Unsharp Mask vs. FocusFixer

This is going to sound a little sad, but quite frequently I fire up Photoshop just to have some fun.

I know. But I love to fiddle with pictures. Loved it in der Dunkelkammer, love it in P'shop.

Deb-2-small

Here's the shot I was working on last night. It's a picture of gallerist Debra Brehmer of the Portrait Society Gallery talking to some young artists, taken with an E-P1 and 20mm ƒ/1.7 lens.

For the most part, files from this lens look quite wonderful. They have a little something extra, a special quality that I don't see very often in digital. I think it's the lens, but I might be underestimating the sensors. I guess I can't really put my finger on it. But the files are often really nice.

Of course this is just the tiny little JPEG, sized for TOP. The full file is what's so pretty.

I hope this picture looks like I haven't done anything to it. My standard when working on images is never to make anything obvious—a picture should never look "Photoshopped." Work on it all you want—I've actually worked on this quite a bit—but it should look like it just fell out of the camera the way you see it. Totally natural.

As I was working, I looked at Deb's face in the full file and it suddenly occurred to me that this might be a good example to show off the abilities of one of my regular tools that I use, FocusFixer from FixerLabs. First, here's what the FocusFixer dialogue box looks like:

Debdialoguebox

Bone simple—you just move the "Deblur" slider until the image is at peak sharpness. (If you move it too far, believe me, you'll know. It's pretty alarming when you overdo it.)

I showed you the dialogue box out of sequence so you could compare the next three images more easily.

Here's an unsharpened detail at 100%:

Debdetail-1

(All these percentages will hold either in your feed reader or, if you're here at the site when you read this, after you click on the image.) You can see this looks pretty soft.

And here's after FocusFixer has been applied:

Debdetail-FF

Of course, none of these have had any noise reduction yet, so you can see the differences more clearly.

Quite an improvement.

But then, something occurred to me—it's been forever since I compared FocusFixer to plain old Unsharp Masking in Photoshop. And, since I just got a new version of Photoshop recently, I figured that maybe they've improved the Unsharp Masking function. So I ported the image over to that and tried my best to match the FocusFixer-sharpened image above using just Unsharp Masking. Here's what I came up with:

Debdetail-USM-2

This was with Radius 1.2 and Amount 148. Hmm...looks pretty close, doesn't it? Maybe my old fave, FocusFixer, isn't such a secret weapon after all.

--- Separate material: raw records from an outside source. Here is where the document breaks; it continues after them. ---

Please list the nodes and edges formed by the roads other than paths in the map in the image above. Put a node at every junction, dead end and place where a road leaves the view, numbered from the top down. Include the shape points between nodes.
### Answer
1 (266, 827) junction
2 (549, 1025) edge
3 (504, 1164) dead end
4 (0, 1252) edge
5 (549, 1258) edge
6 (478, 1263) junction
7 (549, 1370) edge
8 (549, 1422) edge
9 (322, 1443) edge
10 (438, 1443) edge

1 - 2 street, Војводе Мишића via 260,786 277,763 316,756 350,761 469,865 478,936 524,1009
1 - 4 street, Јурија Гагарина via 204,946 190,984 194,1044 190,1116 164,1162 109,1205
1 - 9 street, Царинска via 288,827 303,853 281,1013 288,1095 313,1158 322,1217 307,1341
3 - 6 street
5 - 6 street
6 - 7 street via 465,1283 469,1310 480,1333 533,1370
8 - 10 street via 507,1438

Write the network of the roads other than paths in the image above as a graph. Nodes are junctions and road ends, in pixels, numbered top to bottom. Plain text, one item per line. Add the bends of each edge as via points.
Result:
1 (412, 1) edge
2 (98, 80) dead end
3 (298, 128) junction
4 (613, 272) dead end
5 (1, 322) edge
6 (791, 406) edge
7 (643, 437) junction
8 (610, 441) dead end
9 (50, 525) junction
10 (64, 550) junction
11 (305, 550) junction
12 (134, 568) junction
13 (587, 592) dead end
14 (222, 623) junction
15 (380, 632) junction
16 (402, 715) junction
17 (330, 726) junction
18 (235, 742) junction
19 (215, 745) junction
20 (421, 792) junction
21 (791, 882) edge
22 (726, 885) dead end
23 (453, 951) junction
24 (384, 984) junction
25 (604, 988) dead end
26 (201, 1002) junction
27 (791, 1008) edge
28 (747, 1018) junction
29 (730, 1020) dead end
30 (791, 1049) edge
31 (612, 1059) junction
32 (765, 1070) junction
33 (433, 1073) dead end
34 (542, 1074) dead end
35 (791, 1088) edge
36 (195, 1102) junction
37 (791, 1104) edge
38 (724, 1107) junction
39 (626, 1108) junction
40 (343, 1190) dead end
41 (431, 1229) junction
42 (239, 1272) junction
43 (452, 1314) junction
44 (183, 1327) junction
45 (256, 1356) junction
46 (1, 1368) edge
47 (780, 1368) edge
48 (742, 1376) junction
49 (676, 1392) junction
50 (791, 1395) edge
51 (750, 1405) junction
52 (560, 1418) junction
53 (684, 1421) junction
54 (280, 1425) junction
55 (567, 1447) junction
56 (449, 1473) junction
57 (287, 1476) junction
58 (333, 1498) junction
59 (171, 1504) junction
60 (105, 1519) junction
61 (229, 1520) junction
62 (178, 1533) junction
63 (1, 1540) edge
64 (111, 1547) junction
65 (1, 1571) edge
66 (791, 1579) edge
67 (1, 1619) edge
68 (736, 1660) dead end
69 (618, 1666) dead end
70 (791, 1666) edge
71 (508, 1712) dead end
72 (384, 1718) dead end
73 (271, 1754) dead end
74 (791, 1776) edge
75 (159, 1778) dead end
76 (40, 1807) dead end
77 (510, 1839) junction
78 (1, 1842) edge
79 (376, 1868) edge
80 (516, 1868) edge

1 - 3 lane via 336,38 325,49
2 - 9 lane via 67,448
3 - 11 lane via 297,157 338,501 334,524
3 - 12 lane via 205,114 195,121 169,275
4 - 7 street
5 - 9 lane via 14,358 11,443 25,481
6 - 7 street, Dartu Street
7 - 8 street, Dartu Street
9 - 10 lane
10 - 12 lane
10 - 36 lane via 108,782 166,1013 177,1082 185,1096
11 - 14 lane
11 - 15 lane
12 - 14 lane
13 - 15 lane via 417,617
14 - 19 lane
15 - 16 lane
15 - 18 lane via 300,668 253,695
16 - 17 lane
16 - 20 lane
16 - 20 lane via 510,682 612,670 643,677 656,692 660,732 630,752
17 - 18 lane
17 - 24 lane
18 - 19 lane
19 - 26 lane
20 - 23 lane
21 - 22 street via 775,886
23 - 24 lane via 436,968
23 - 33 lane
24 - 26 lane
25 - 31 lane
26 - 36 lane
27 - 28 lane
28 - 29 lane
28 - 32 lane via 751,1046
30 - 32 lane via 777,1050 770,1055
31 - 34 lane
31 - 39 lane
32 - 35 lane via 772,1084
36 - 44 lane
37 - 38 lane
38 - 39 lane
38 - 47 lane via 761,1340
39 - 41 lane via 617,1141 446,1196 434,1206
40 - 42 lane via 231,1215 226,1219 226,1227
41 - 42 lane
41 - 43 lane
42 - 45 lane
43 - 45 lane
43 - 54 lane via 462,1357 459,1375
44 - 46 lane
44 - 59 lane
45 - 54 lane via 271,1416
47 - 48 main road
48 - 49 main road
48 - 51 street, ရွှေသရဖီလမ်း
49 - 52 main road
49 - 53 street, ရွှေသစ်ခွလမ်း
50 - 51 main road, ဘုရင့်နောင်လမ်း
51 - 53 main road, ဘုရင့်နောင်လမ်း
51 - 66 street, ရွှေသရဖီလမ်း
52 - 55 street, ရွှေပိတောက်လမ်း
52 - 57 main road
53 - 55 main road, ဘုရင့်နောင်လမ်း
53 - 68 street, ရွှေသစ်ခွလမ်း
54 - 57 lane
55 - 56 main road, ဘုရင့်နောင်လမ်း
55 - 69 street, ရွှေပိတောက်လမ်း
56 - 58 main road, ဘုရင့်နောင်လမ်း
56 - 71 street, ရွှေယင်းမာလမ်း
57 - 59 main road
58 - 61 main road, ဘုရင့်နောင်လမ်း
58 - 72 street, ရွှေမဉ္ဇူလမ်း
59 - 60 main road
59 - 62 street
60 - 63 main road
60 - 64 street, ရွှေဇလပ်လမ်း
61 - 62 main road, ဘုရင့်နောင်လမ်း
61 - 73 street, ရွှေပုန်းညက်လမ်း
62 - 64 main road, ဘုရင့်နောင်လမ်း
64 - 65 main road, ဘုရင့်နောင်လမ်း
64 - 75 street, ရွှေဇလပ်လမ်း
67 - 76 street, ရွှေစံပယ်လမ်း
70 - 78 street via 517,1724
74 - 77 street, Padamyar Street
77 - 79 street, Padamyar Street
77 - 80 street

Then I decided to look at the "image morphology" (a fancy term for the structure of the image). Here it is at 300% with FocusFixer:

Debdetail-FF-300

And with Unsharp Masking:

Debdetail-USM-300

(Again, if you click on these images they should come up pretty close to 300% on your screen.) You can see the differences a little more clearly now. I still think the FocusFixer version is a little better—softer, cleaner. With Unsharp Masking I've had to kick the contrast up a little too much to match the apparent detail in the FocusFixer version, and there are more color artifacts, and the noise isn't quite as even. But they're very close. (When I tried this five or six years ago or whenever it was, FocusFixer won much more handily. Photoshop has caught up.)

It's worth noting that my friend Carl won't look at files at 300%. He thinks it's basically misleading. He looks at them and works on them at 100% and resists the urge to pixel-peep further.

Now it's gotten late, and I'm tired. And I didn't finish working on the picture, after all that.

I think I'll continue to use FocusFixer, but I'm not going to worry about it. Plain old Unsharp Masking looks pretty good now too.

Mike

P.S. The big problem of all of this kind of stuff is that it sucks you in. All Hope Abandon, Ye Who Enter Here! It appears that now I am practically obligated to compare FocusFixer V2 with Photoshop CS5 Smart Sharpen, am I not? Woe.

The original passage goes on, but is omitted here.